All The Wilderness Review: An Intimate Voyage Into Sound, Sorrow And Solitude

By Kaneisha Montague

All the Wilderness simply put, is a remarkable piece of art in every form. The film managed to create a musical beauty behind an intimate topic. A refreshing take on the subject of death; All the Wilderness explores the effect on a family after the passing of a father. There’s a nostalgic feel to this 2015 film, it reignites the importance of sound, and the film is artistically cradled by music. The actors’ commentary is simply complimentary; an art in silent films that other films may find difficult to capture. The scratches of James’ record player spinning old classical music are made important. Every sound is made more present than we are used to experiencing. The previous in it-self, set the tone for a film that gave a redefined meaning to noise.
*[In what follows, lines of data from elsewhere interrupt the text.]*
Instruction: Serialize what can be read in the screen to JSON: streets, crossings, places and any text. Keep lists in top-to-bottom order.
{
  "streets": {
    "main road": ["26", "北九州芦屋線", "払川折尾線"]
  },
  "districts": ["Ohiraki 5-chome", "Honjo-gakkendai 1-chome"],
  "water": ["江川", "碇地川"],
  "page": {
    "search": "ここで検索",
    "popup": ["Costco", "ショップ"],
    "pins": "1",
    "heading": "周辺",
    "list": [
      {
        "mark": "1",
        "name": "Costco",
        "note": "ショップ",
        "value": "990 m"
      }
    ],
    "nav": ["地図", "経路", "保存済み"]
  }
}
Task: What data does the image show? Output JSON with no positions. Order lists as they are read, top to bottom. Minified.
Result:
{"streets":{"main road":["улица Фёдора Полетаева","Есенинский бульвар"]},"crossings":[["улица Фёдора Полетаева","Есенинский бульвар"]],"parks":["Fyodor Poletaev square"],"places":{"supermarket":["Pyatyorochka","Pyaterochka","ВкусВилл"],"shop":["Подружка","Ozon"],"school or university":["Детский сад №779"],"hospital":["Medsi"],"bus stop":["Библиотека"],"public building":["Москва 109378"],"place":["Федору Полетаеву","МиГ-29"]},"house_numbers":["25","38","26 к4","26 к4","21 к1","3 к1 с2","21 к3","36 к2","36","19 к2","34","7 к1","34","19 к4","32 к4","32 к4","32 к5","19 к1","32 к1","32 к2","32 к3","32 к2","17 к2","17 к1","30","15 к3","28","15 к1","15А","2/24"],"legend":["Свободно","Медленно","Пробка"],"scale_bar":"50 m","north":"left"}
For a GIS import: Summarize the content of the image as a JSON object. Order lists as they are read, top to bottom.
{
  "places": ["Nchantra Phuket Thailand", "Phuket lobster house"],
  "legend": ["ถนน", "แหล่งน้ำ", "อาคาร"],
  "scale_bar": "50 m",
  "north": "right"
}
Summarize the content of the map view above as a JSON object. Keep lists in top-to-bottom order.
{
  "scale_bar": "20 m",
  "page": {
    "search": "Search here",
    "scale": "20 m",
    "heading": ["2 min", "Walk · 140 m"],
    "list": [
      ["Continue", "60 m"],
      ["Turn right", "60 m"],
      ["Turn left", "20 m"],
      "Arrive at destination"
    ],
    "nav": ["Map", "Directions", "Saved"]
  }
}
Carl Sandburg’s poem “Wilderness” plays a pivotal role in the connection between the tales of the wilderness that James’ father used to tell him about and the coming to terms with James’ lost and acceptance of himself. “Each man’s wilderness is his own” his dad used to say.

Leaving behind a wife Abigail Charm (Virginia Madsen) and a coming-of-age son James Charm (Kodi Smit-McPhee), only the mother has seemed to begin to move past the tragedy but she believes her son has not “socially adjusted”. James becomes obsessed with death; documenting the death of everything/everyone around him; from house flies, to birds to his pet hamster Elliott. He worries his mother beyond the point of control, leaving her no choice but to take him to a shrink. James reluctantly attends his sessions with no desire of ever leaving his sarcasm at the door or give way for the doctor to explore his suppressed feelings.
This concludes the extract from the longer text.